§ TASK:
Every line of the data, first to last, must be written out unchanged.
——
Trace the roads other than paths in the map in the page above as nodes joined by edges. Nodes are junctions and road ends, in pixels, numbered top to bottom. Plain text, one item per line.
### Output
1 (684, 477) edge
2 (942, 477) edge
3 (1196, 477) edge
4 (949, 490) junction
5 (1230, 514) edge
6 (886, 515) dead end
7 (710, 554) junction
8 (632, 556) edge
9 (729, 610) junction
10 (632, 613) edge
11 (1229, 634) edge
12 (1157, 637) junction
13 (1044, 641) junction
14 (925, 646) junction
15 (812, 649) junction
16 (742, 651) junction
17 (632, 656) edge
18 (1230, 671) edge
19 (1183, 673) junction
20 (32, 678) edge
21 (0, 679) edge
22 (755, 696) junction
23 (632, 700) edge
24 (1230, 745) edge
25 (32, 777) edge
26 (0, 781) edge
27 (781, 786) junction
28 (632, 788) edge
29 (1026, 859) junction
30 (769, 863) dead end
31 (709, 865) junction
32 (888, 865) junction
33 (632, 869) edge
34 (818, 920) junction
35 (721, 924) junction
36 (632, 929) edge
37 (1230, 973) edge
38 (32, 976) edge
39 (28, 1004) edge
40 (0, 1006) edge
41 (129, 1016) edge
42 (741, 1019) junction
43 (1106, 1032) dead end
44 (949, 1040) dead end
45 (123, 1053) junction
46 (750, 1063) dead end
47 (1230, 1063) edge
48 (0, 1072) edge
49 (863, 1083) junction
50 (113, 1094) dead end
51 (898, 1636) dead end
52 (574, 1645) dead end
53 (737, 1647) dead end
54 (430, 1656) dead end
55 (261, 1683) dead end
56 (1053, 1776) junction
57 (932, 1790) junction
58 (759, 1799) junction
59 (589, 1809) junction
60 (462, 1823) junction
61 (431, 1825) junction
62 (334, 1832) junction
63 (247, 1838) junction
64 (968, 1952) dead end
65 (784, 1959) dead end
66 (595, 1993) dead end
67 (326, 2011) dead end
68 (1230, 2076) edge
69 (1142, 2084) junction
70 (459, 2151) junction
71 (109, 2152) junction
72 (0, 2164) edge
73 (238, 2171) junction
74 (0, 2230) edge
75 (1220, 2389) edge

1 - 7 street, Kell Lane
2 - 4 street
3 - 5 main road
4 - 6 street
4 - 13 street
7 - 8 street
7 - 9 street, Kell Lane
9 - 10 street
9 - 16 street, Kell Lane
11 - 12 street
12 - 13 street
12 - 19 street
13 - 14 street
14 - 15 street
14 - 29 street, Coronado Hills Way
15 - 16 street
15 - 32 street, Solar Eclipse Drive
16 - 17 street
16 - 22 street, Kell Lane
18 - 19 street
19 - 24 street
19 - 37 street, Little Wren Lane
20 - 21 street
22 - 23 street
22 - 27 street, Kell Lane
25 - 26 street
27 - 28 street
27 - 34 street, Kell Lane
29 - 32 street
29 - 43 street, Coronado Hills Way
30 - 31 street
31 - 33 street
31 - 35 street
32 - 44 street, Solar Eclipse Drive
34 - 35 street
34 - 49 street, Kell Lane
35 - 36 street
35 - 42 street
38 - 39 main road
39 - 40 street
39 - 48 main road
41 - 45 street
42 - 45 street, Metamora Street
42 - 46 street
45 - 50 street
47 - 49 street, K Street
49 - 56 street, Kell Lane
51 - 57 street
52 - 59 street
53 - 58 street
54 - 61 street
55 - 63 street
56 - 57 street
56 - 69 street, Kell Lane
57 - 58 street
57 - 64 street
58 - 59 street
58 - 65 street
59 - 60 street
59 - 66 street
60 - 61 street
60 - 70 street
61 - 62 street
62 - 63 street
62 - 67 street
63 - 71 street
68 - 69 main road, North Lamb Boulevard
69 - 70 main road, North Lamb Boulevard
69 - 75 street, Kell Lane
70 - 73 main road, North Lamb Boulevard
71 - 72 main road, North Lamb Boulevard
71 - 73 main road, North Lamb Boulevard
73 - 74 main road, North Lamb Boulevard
——
§ WRITTEN RESPONSE:
Trace the roads other than paths in the map in the page above as nodes joined by edges. Nodes are junctions and road ends, in pixels, numbered top to bottom. Plain text, one item per line.
### Output
1 (684, 477) edge
2 (942, 477) edge
3 (1196, 477) edge
4 (949, 490) junction
5 (1230, 514) edge
6 (886, 515) dead end
7 (710, 554) junction
8 (632, 556) edge
9 (729, 610) junction
10 (632, 613) edge
11 (1229, 634) edge
12 (1157, 637) junction
13 (1044, 641) junction
14 (925, 646) junction
15 (812, 649) junction
16 (742, 651) junction
17 (632, 656) edge
18 (1230, 671) edge
19 (1183, 673) junction
20 (32, 678) edge
21 (0, 679) edge
22 (755, 696) junction
23 (632, 700) edge
24 (1230, 745) edge
25 (32, 777) edge
26 (0, 781) edge
27 (781, 786) junction
28 (632, 788) edge
29 (1026, 859) junction
30 (769, 863) dead end
31 (709, 865) junction
32 (888, 865) junction
33 (632, 869) edge
34 (818, 920) junction
35 (721, 924) junction
36 (632, 929) edge
37 (1230, 973) edge
38 (32, 976) edge
39 (28, 1004) edge
40 (0, 1006) edge
41 (129, 1016) edge
42 (741, 1019) junction
43 (1106, 1032) dead end
44 (949, 1040) dead end
45 (123, 1053) junction
46 (750, 1063) dead end
47 (1230, 1063) edge
48 (0, 1072) edge
49 (863, 1083) junction
50 (113, 1094) dead end
51 (898, 1636) dead end
52 (574, 1645) dead end
53 (737, 1647) dead end
54 (430, 1656) dead end
55 (261, 1683) dead end
56 (1053, 1776) junction
57 (932, 1790) junction
58 (759, 1799) junction
59 (589, 1809) junction
60 (462, 1823) junction
61 (431, 1825) junction
62 (334, 1832) junction
63 (247, 1838) junction
64 (968, 1952) dead end
65 (784, 1959) dead end
66 (595, 1993) dead end
67 (326, 2011) dead end
68 (1230, 2076) edge
69 (1142, 2084) junction
70 (459, 2151) junction
71 (109, 2152) junction
72 (0, 2164) edge
73 (238, 2171) junction
74 (0, 2230) edge
75 (1220, 2389) edge

1 - 7 street, Kell Lane
2 - 4 street
3 - 5 main road
4 - 6 street
4 - 13 street
7 - 8 street
7 - 9 street, Kell Lane
9 - 10 street
9 - 16 street, Kell Lane
11 - 12 street
12 - 13 street
12 - 19 street
13 - 14 street
14 - 15 street
14 - 29 street, Coronado Hills Way
15 - 16 street
15 - 32 street, Solar Eclipse Drive
16 - 17 street
16 - 22 street, Kell Lane
18 - 19 street
19 - 24 street
19 - 37 street, Little Wren Lane
20 - 21 street
22 - 23 street
22 - 27 street, Kell Lane
25 - 26 street
27 - 28 street
27 - 34 street, Kell Lane
29 - 32 street
29 - 43 street, Coronado Hills Way
30 - 31 street
31 - 33 street
31 - 35 street
32 - 44 street, Solar Eclipse Drive
34 - 35 street
34 - 49 street, Kell Lane
35 - 36 street
35 - 42 street
38 - 39 main road
39 - 40 street
39 - 48 main road
41 - 45 street
42 - 45 street, Metamora Street
42 - 46 street
45 - 50 street
47 - 49 street, K Street
49 - 56 street, Kell Lane
51 - 57 street
52 - 59 street
53 - 58 street
54 - 61 street
55 - 63 street
56 - 57 street
56 - 69 street, Kell Lane
57 - 58 street
57 - 64 street
58 - 59 street
58 - 65 street
59 - 60 street
59 - 66 street
60 - 61 street
60 - 70 street
61 - 62 street
62 - 63 street
62 - 67 street
63 - 71 street
68 - 69 main road, North Lamb Boulevard
69 - 70 main road, North Lamb Boulevard
69 - 75 street, Kell Lane
70 - 73 main road, North Lamb Boulevard
71 - 72 main road, North Lamb Boulevard
71 - 73 main road, North Lamb Boulevard
73 - 74 main road, North Lamb Boulevard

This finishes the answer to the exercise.